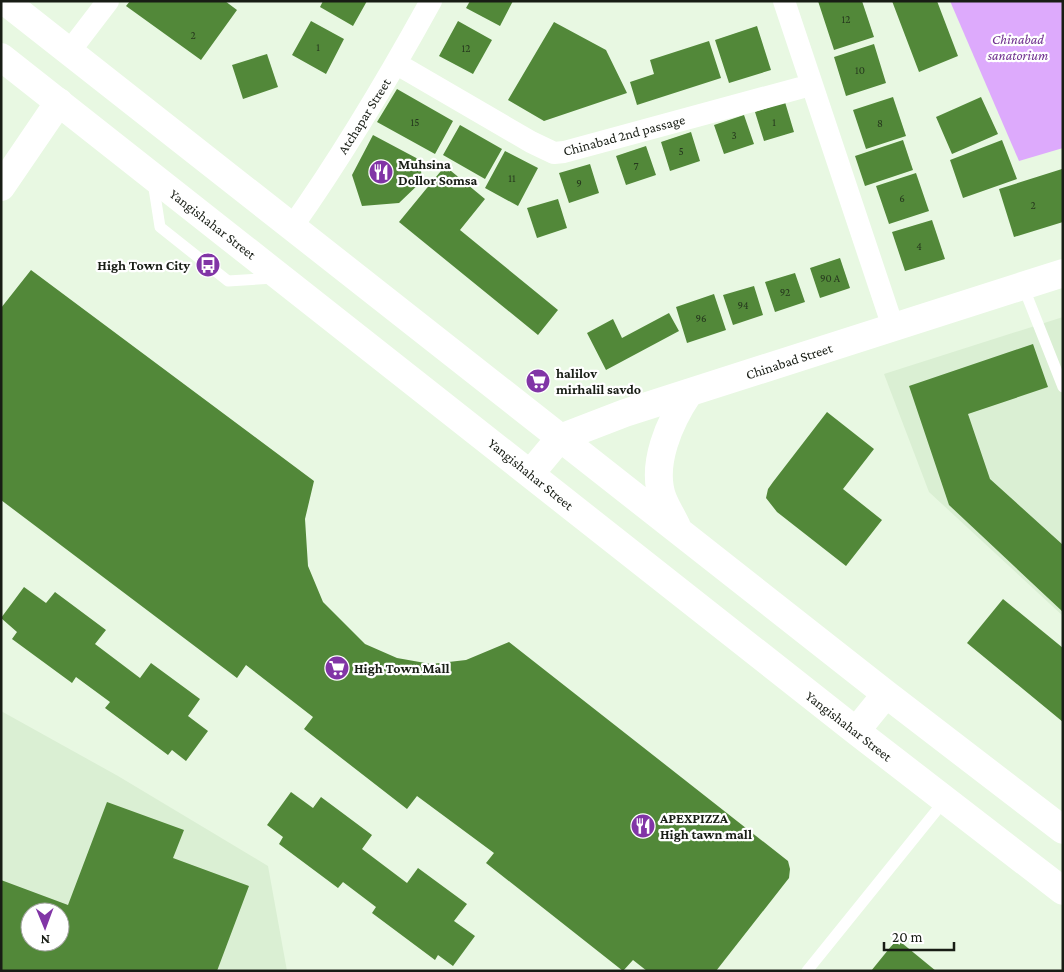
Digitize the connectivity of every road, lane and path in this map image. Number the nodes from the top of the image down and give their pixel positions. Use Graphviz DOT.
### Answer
graph roads {
  1 [pos="5,1"];
  2 [pos="108,1"];
  3 [pos="431,1"];
  4 [pos="784,1"];
  5 [pos="69,52"];
  6 [pos="1,56"];
  7 [pos="397,64"];
  8 [pos="811,85"];
  9 [pos="59,102"];
  10 [pos="152,175"];
  11 [pos="1,187"];
  12 [pos="292,227"];
  13 [pos="1063,273"];
  14 [pos="281,278"];
  15 [pos="1023,286"];
  16 [pos="893,327"];
  17 [pos="1063,387"];
  18 [pos="689,393"];
  19 [pos="560,438"];
  20 [pos="530,474"];
  21 [pos="679,531"];
  22 [pos="886,694"];
  23 [pos="856,731"];
  24 [pos="946,800"];
  25 [pos="1063,830"];
  26 [pos="1063,890"];
  27 [pos="807,971"];
  1 -- 5 [label="main road"];
  2 -- 5 [label="street"];
  3 -- 7 [label="street, Atchapar Street"];
  4 -- 8 [label="street"];
  5 -- 12 [label="main road"];
  6 -- 9 [label="main road, Yangishahar Street"];
  7 -- 8 [label="street, Chinabad 2nd passage"];
  7 -- 12 [label="street, Atchapar Street"];
  8 -- 16 [label="street"];
  9 -- 10 [label="main road, Yangishahar Street"];
  9 -- 11 [label="main road"];
  10 -- 14 [label="main road, Yangishahar Street"];
  10 -- 14 [label="lane"];
  12 -- 19 [label="main road"];
  13 -- 15 [label="main road, Chinabad Street"];
  14 -- 20 [label="main road, Yangishahar Street"];
  15 -- 16 [label="main road, Chinabad Street"];
  15 -- 17 [label="lane"];
  16 -- 18 [label="main road, Chinabad Street"];
  18 -- 19 [label="main road, Chinabad Street"];
  18 -- 21 [label="main road"];
  19 -- 20 [label="main road, Chinabad Street"];
  19 -- 21 [label="main road"];
  20 -- 23 [label="main road, Yangishahar Street"];
  21 -- 22 [label="main road"];
  22 -- 23 [label="main road"];
  22 -- 25 [label="main road"];
  23 -- 24 [label="main road, Yangishahar Street"];
  24 -- 26 [label="main road, Yangishahar Street"];
  24 -- 27 [label="lane"];
}
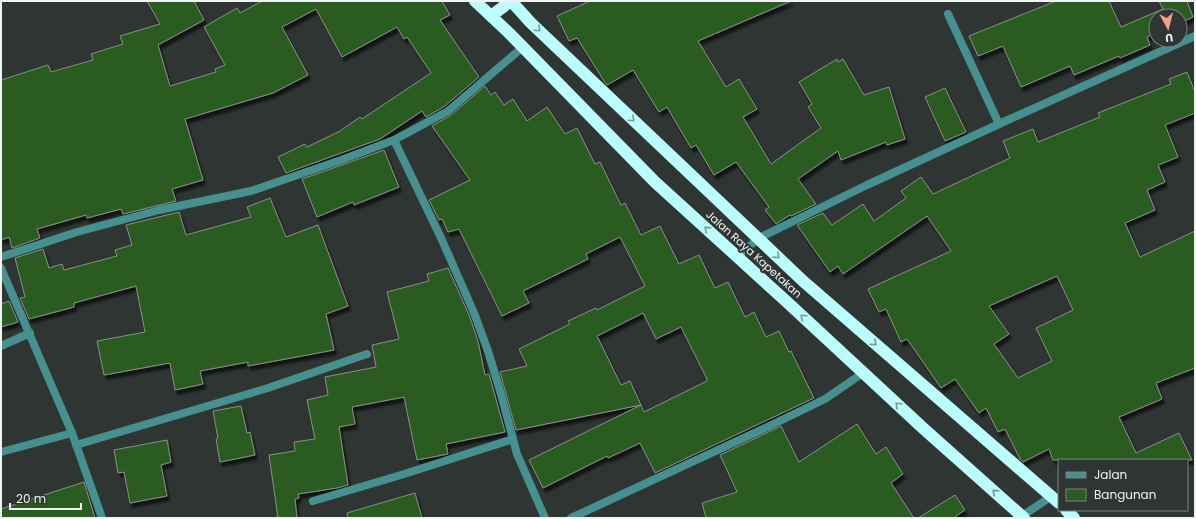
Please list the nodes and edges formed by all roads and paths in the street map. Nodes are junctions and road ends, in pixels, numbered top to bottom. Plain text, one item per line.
1 (475, 1) edge
2 (511, 1) edge
3 (948, 14) dead end
4 (491, 16) junction
5 (1195, 36) edge
6 (523, 48) junction
7 (999, 124) junction
8 (394, 140) junction
9 (759, 238) junction
10 (1, 257) edge
11 (737, 257) junction
12 (1, 268) edge
13 (30, 333) junction
14 (1, 346) edge
15 (366, 354) dead end
16 (864, 373) junction
17 (72, 433) junction
18 (513, 439) junction
19 (76, 445) junction
20 (1, 452) edge
21 (1055, 500) edge
22 (313, 501) dead end
23 (1022, 517) edge
24 (102, 518) edge
25 (545, 518) edge
26 (571, 518) edge

1 - 4 highway, Jalan Raya Kapetakan
2 - 4 highway
2 -> 9 highway, Jalan Raya Kapetakan
3 - 7 street
4 - 6 highway, Jalan Raya Kapetakan
5 - 7 street
6 - 8 street
11 -> 6 highway, Jalan Raya Kapetakan
7 - 9 street
8 - 10 street
8 - 18 street
9 - 11 street
9 -> 21 highway, Jalan Raya Kapetakan
16 -> 11 highway, Jalan Raya Kapetakan
12 - 13 street
13 - 14 street
13 - 17 street
15 - 19 street
23 -> 16 highway, Jalan Raya Kapetakan
16 - 26 street
17 - 19 street
17 - 20 street
18 - 22 street
18 - 25 street
19 - 24 street
21 - 23 street

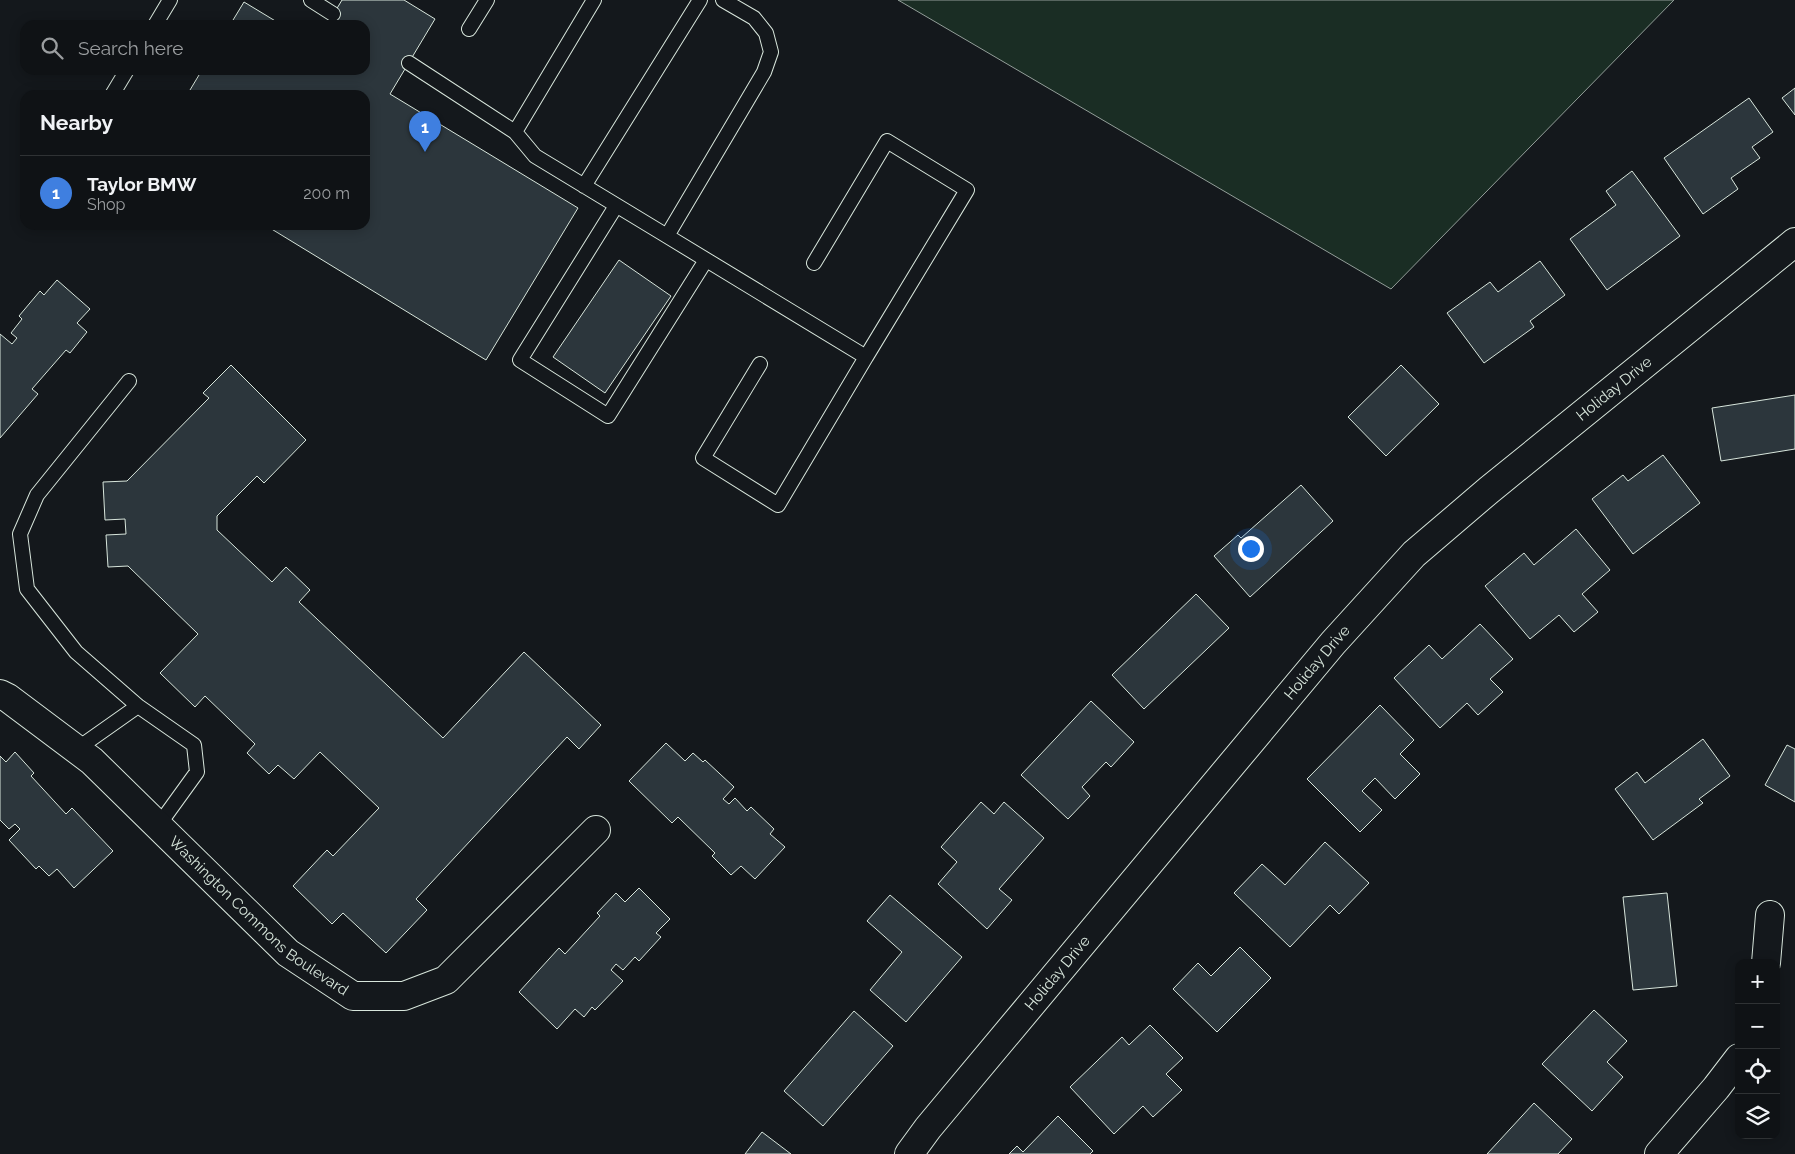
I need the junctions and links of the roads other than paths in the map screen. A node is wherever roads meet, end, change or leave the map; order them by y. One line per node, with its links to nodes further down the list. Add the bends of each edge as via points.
1 (170, 0): 8 (lane)
2 (311, 0): 7 (lane)
3 (487, 0): 9 (lane)
4 (594, 0): 13 (lane)
5 (700, 0): 14 (lane)
6 (723, 0): 16 (lane, via 754,18 766,33 771,52 764,72)
7 (333, 14)
8 (158, 20)
9 (469, 29)
10 (409, 63): 13 (lane)
11 (124, 75): 12 (lane)
12 (115, 90)
13 (515, 132): 14 (lane, via 535,156)
14 (584, 186): 15 (lane)
15 (616, 206): 16 (lane); 18 (lane, via 520,360 608,416)
16 (667, 236): 18 (lane)
17 (1795, 242): 31 (street, Holiday Drive, via 1414,554 1327,651)
18 (706, 260): 20 (lane)
19 (814, 263): 20 (lane, via 887,142 967,190)
20 (866, 357): 21 (lane, via 778,505 703,458)
21 (760, 364)
22 (130, 381): 24 (lane, via 37,495 20,534 27,589 76,652)
23 (0, 694): 25 (street, Washington Commons Boulevard)
24 (138, 706): 25 (lane); 26 (lane, via 194,745 197,772)
25 (77, 749): 26 (street, Washington Commons Boulevard)
26 (158, 826): 27 (street, Washington Commons Boulevard, via 288,953 353,996 404,996 446,980)
27 (596, 830)
28 (1770, 915): 29 (street)
29 (1766, 959)
30 (1735, 1063): 32 (street)
31 (909, 1154)
32 (1659, 1154)

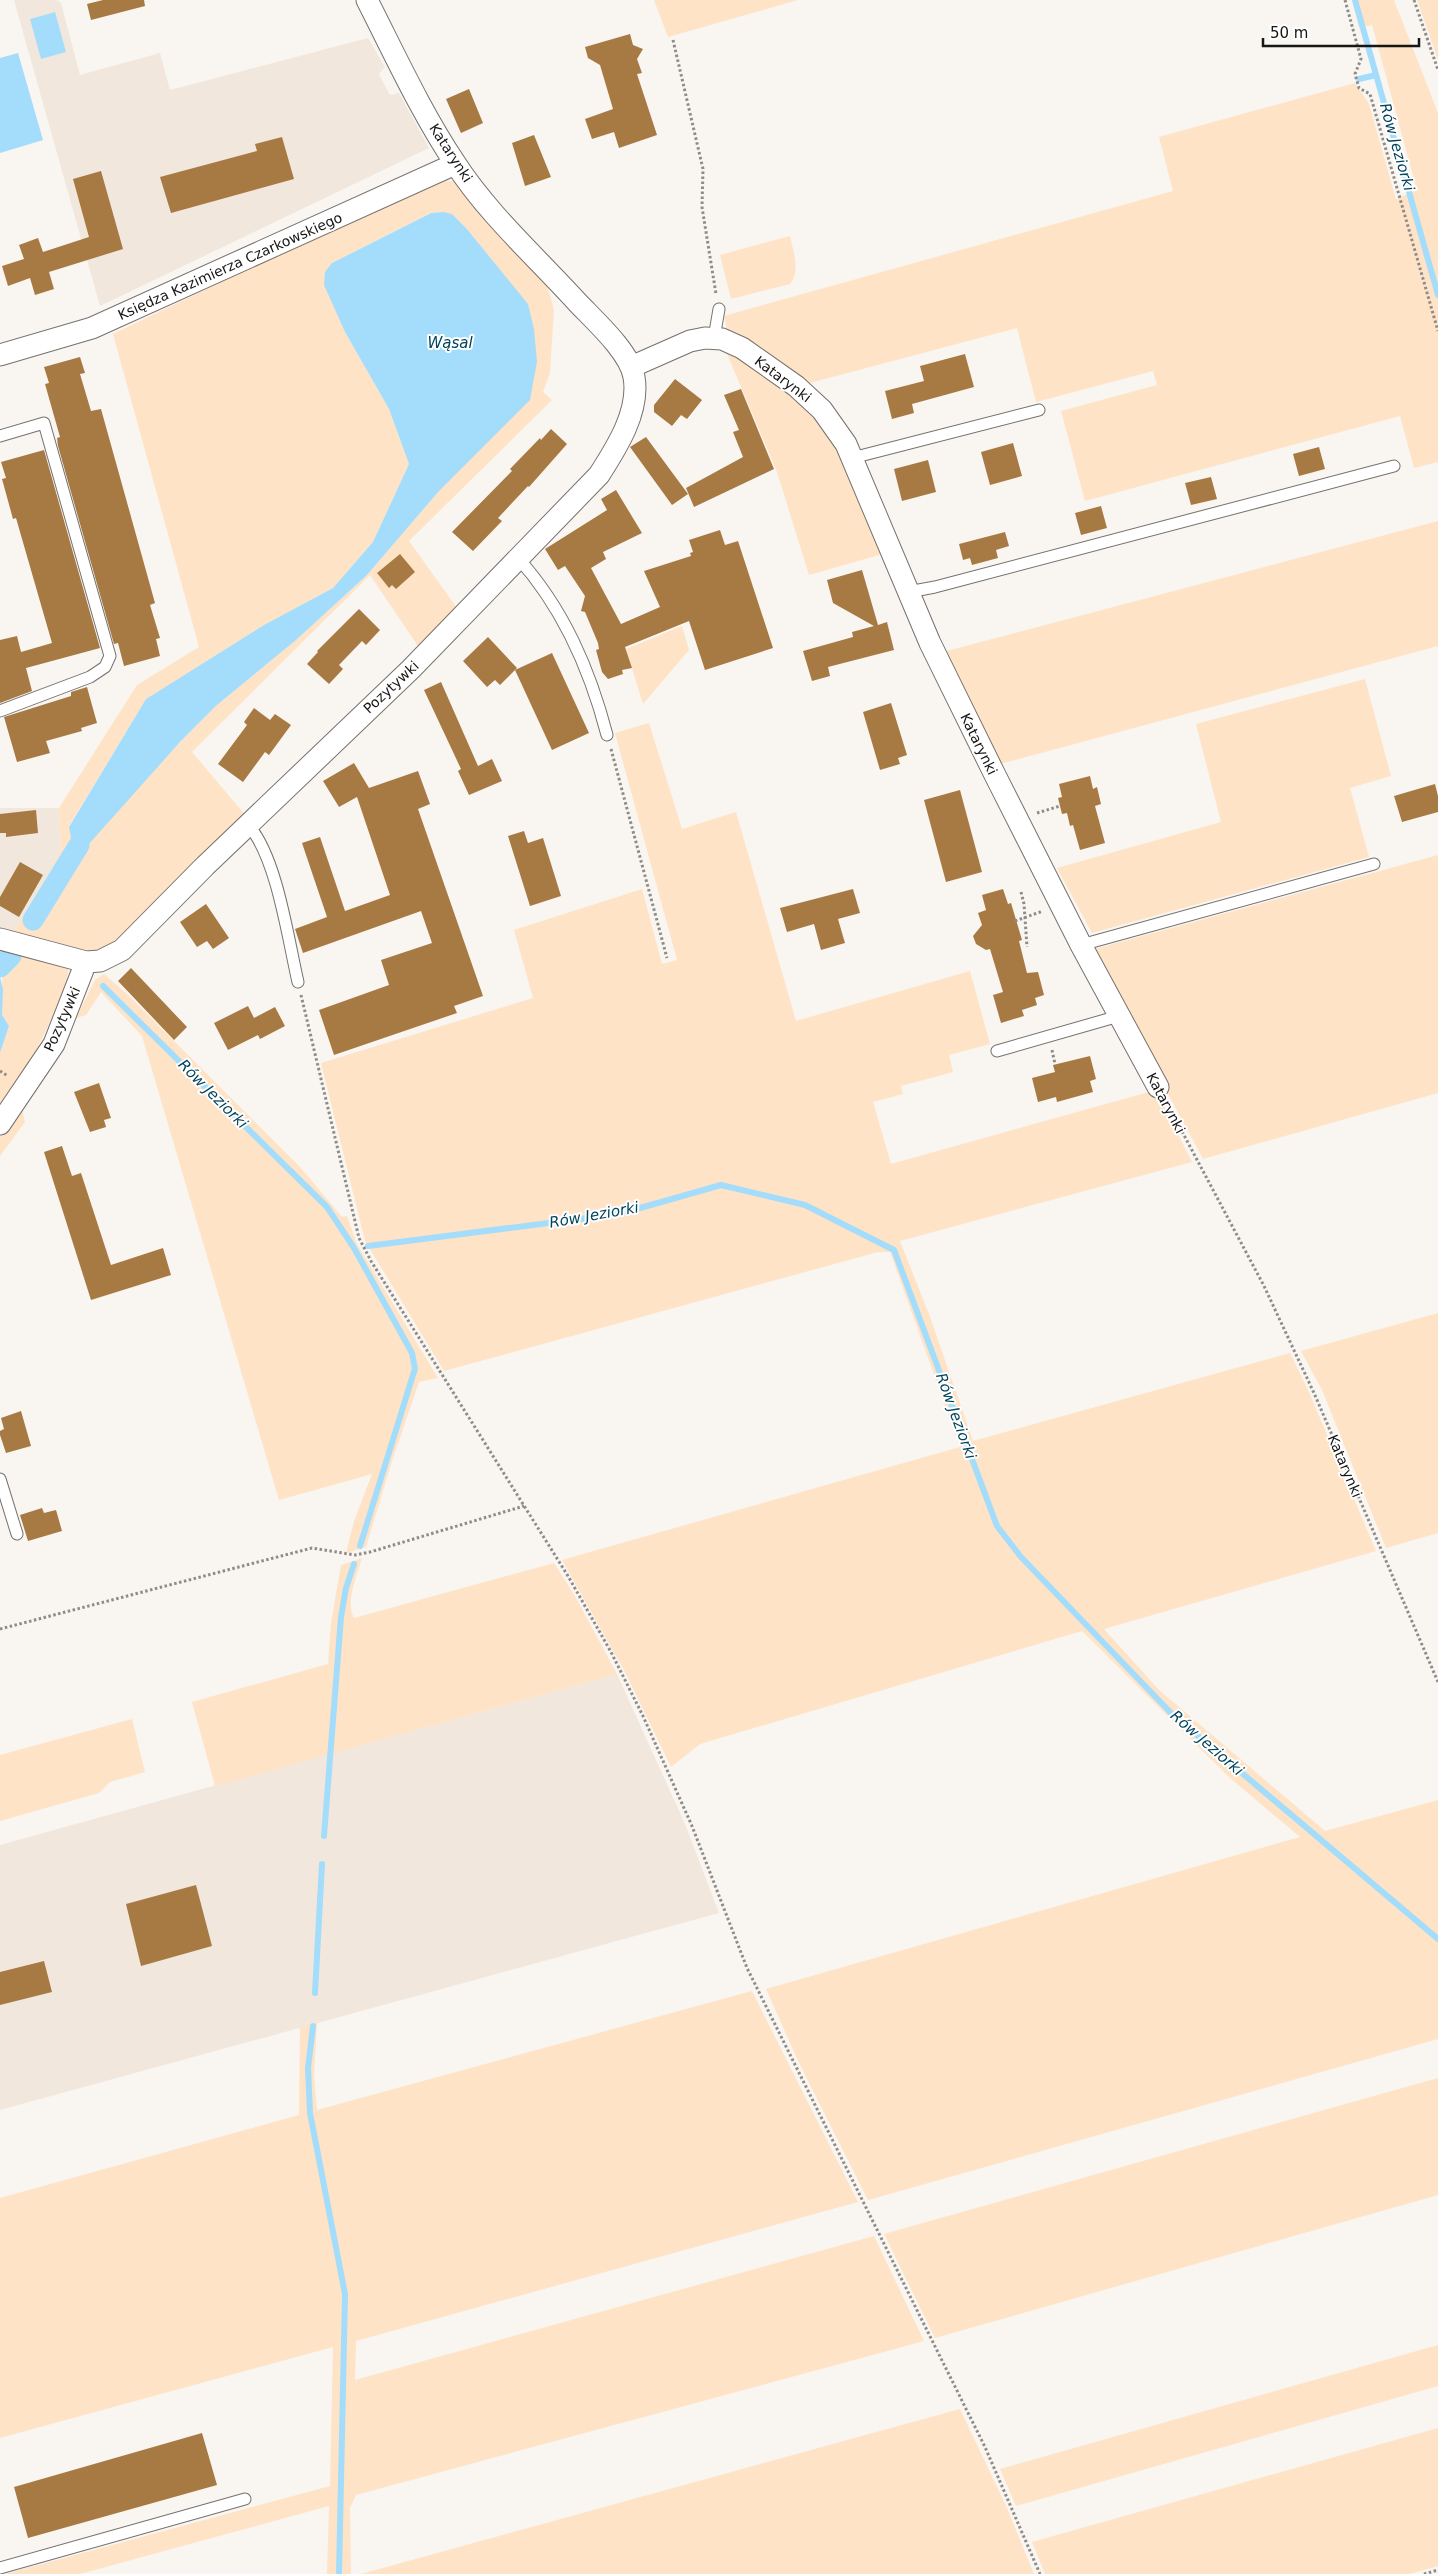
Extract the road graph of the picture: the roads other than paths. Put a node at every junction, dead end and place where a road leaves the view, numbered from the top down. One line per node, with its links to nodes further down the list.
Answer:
************
* **Exercise description**: Return the lines of the listing where the string "from" appears.

* **Your response**:
Digitize the connectivity of every road, lane and path in this map image. Number the nodes from the top of the image down and give their pixel positions. Use Graphviz DOT.
Extract the road graph of the picture: the roads other than paths. Put a node at every junction, dead end and place where a road leaves the view, numbered from the top down. One line per node, with its links to nodes further down the list.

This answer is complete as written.